*WORK TO COMPLETE*. From the first line to the last, retype the data below exactly.

Stored data entries
= Beginning of Section =
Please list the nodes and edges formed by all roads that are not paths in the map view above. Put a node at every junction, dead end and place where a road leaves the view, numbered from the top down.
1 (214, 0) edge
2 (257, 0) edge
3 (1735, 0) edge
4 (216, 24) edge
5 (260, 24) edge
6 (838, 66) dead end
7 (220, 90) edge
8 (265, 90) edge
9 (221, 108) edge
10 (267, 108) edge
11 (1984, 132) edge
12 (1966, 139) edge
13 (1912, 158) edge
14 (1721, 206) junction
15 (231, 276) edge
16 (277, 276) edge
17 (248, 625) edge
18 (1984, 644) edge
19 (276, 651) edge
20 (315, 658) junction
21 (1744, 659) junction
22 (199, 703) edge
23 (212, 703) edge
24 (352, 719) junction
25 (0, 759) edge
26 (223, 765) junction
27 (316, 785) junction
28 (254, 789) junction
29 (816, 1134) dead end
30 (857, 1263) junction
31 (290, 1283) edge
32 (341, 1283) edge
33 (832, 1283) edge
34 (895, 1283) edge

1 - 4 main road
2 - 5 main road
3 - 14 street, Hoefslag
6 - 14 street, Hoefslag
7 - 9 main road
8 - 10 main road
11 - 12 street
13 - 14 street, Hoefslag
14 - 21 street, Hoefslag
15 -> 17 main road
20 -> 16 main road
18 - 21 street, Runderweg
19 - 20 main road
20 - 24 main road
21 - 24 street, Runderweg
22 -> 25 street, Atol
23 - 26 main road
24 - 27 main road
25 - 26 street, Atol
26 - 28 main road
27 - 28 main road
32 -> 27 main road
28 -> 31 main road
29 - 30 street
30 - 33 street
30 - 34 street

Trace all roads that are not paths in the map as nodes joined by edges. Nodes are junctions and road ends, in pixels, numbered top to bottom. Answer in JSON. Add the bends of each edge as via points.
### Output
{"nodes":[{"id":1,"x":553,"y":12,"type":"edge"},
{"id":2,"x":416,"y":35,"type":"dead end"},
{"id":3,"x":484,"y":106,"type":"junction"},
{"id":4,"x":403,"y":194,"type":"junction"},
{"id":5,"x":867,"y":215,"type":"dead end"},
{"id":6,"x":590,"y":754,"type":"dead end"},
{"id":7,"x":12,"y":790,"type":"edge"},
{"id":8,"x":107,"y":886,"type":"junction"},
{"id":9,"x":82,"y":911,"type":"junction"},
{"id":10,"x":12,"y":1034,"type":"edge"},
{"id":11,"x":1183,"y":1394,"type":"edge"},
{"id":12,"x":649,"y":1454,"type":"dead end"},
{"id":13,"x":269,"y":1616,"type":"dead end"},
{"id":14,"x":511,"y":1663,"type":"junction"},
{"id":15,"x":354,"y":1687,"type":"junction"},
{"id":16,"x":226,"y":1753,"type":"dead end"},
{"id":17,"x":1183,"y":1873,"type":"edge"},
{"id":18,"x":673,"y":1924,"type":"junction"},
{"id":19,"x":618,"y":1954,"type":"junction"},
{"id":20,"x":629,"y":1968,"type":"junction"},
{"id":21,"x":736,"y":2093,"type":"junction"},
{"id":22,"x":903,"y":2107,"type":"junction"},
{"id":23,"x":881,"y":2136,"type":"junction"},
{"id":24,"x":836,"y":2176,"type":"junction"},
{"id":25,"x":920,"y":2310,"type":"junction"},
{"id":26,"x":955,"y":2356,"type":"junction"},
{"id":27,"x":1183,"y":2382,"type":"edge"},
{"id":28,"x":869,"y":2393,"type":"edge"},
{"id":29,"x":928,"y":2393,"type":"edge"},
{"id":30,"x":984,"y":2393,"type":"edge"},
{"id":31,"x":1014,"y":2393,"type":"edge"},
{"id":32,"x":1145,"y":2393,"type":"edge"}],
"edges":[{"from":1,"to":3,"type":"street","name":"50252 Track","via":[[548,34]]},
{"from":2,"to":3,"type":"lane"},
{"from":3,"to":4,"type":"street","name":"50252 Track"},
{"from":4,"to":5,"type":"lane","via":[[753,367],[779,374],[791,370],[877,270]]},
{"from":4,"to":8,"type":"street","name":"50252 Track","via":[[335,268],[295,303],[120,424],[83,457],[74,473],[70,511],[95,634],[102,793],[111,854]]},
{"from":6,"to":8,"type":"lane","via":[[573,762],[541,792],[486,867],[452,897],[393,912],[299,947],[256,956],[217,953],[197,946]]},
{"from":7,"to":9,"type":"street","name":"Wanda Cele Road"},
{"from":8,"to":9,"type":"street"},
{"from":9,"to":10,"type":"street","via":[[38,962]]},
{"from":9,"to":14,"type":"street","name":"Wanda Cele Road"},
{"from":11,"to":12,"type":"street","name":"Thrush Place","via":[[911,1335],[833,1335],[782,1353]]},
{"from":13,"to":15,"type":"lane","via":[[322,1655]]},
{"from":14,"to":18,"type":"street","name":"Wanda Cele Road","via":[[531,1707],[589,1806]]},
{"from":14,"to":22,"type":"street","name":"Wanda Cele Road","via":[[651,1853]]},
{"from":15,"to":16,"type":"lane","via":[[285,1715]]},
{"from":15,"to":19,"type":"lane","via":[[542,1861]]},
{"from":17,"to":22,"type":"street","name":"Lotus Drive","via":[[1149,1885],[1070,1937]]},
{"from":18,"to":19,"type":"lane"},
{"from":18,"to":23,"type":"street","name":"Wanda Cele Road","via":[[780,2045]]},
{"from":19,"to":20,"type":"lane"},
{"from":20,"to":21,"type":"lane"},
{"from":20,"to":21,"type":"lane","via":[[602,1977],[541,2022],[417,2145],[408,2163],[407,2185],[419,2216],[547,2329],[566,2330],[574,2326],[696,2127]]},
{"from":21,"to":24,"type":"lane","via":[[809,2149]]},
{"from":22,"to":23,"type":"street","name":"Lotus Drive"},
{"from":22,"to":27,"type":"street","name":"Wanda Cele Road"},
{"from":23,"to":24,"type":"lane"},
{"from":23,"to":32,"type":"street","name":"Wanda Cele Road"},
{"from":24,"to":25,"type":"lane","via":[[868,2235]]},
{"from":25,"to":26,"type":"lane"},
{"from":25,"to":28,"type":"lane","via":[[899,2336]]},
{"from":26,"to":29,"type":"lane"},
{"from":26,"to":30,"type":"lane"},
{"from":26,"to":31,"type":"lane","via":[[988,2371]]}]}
= End of Section =
*EXERCISE SOLUTION*.
Please list the nodes and edges formed by all roads that are not paths in the map view above. Put a node at every junction, dead end and place where a road leaves the view, numbered from the top down.
1 (214, 0) edge
2 (257, 0) edge
3 (1735, 0) edge
4 (216, 24) edge
5 (260, 24) edge
6 (838, 66) dead end
7 (220, 90) edge
8 (265, 90) edge
9 (221, 108) edge
10 (267, 108) edge
11 (1984, 132) edge
12 (1966, 139) edge
13 (1912, 158) edge
14 (1721, 206) junction
15 (231, 276) edge
16 (277, 276) edge
17 (248, 625) edge
18 (1984, 644) edge
19 (276, 651) edge
20 (315, 658) junction
21 (1744, 659) junction
22 (199, 703) edge
23 (212, 703) edge
24 (352, 719) junction
25 (0, 759) edge
26 (223, 765) junction
27 (316, 785) junction
28 (254, 789) junction
29 (816, 1134) dead end
30 (857, 1263) junction
31 (290, 1283) edge
32 (341, 1283) edge
33 (832, 1283) edge
34 (895, 1283) edge

1 - 4 main road
2 - 5 main road
3 - 14 street, Hoefslag
6 - 14 street, Hoefslag
7 - 9 main road
8 - 10 main road
11 - 12 street
13 - 14 street, Hoefslag
14 - 21 street, Hoefslag
15 -> 17 main road
20 -> 16 main road
18 - 21 street, Runderweg
19 - 20 main road
20 - 24 main road
21 - 24 street, Runderweg
22 -> 25 street, Atol
23 - 26 main road
24 - 27 main road
25 - 26 street, Atol
26 - 28 main road
27 - 28 main road
32 -> 27 main road
28 -> 31 main road
29 - 30 street
30 - 33 street
30 - 34 street

Trace all roads that are not paths in the map as nodes joined by edges. Nodes are junctions and road ends, in pixels, numbered top to bottom. Answer in JSON. Add the bends of each edge as via points.
### Output
{"nodes":[{"id":1,"x":553,"y":12,"type":"edge"},
{"id":2,"x":416,"y":35,"type":"dead end"},
{"id":3,"x":484,"y":106,"type":"junction"},
{"id":4,"x":403,"y":194,"type":"junction"},
{"id":5,"x":867,"y":215,"type":"dead end"},
{"id":6,"x":590,"y":754,"type":"dead end"},
{"id":7,"x":12,"y":790,"type":"edge"},
{"id":8,"x":107,"y":886,"type":"junction"},
{"id":9,"x":82,"y":911,"type":"junction"},
{"id":10,"x":12,"y":1034,"type":"edge"},
{"id":11,"x":1183,"y":1394,"type":"edge"},
{"id":12,"x":649,"y":1454,"type":"dead end"},
{"id":13,"x":269,"y":1616,"type":"dead end"},
{"id":14,"x":511,"y":1663,"type":"junction"},
{"id":15,"x":354,"y":1687,"type":"junction"},
{"id":16,"x":226,"y":1753,"type":"dead end"},
{"id":17,"x":1183,"y":1873,"type":"edge"},
{"id":18,"x":673,"y":1924,"type":"junction"},
{"id":19,"x":618,"y":1954,"type":"junction"},
{"id":20,"x":629,"y":1968,"type":"junction"},
{"id":21,"x":736,"y":2093,"type":"junction"},
{"id":22,"x":903,"y":2107,"type":"junction"},
{"id":23,"x":881,"y":2136,"type":"junction"},
{"id":24,"x":836,"y":2176,"type":"junction"},
{"id":25,"x":920,"y":2310,"type":"junction"},
{"id":26,"x":955,"y":2356,"type":"junction"},
{"id":27,"x":1183,"y":2382,"type":"edge"},
{"id":28,"x":869,"y":2393,"type":"edge"},
{"id":29,"x":928,"y":2393,"type":"edge"},
{"id":30,"x":984,"y":2393,"type":"edge"},
{"id":31,"x":1014,"y":2393,"type":"edge"},
{"id":32,"x":1145,"y":2393,"type":"edge"}],
"edges":[{"from":1,"to":3,"type":"street","name":"50252 Track","via":[[548,34]]},
{"from":2,"to":3,"type":"lane"},
{"from":3,"to":4,"type":"street","name":"50252 Track"},
{"from":4,"to":5,"type":"lane","via":[[753,367],[779,374],[791,370],[877,270]]},
{"from":4,"to":8,"type":"street","name":"50252 Track","via":[[335,268],[295,303],[120,424],[83,457],[74,473],[70,511],[95,634],[102,793],[111,854]]},
{"from":6,"to":8,"type":"lane","via":[[573,762],[541,792],[486,867],[452,897],[393,912],[299,947],[256,956],[217,953],[197,946]]},
{"from":7,"to":9,"type":"street","name":"Wanda Cele Road"},
{"from":8,"to":9,"type":"street"},
{"from":9,"to":10,"type":"street","via":[[38,962]]},
{"from":9,"to":14,"type":"street","name":"Wanda Cele Road"},
{"from":11,"to":12,"type":"street","name":"Thrush Place","via":[[911,1335],[833,1335],[782,1353]]},
{"from":13,"to":15,"type":"lane","via":[[322,1655]]},
{"from":14,"to":18,"type":"street","name":"Wanda Cele Road","via":[[531,1707],[589,1806]]},
{"from":14,"to":22,"type":"street","name":"Wanda Cele Road","via":[[651,1853]]},
{"from":15,"to":16,"type":"lane","via":[[285,1715]]},
{"from":15,"to":19,"type":"lane","via":[[542,1861]]},
{"from":17,"to":22,"type":"street","name":"Lotus Drive","via":[[1149,1885],[1070,1937]]},
{"from":18,"to":19,"type":"lane"},
{"from":18,"to":23,"type":"street","name":"Wanda Cele Road","via":[[780,2045]]},
{"from":19,"to":20,"type":"lane"},
{"from":20,"to":21,"type":"lane"},
{"from":20,"to":21,"type":"lane","via":[[602,1977],[541,2022],[417,2145],[408,2163],[407,2185],[419,2216],[547,2329],[566,2330],[574,2326],[696,2127]]},
{"from":21,"to":24,"type":"lane","via":[[809,2149]]},
{"from":22,"to":23,"type":"street","name":"Lotus Drive"},
{"from":22,"to":27,"type":"street","name":"Wanda Cele Road"},
{"from":23,"to":24,"type":"lane"},
{"from":23,"to":32,"type":"street","name":"Wanda Cele Road"},
{"from":24,"to":25,"type":"lane","via":[[868,2235]]},
{"from":25,"to":26,"type":"lane"},
{"from":25,"to":28,"type":"lane","via":[[899,2336]]},
{"from":26,"to":29,"type":"lane"},
{"from":26,"to":30,"type":"lane"},
{"from":26,"to":31,"type":"lane","via":[[988,2371]]}]}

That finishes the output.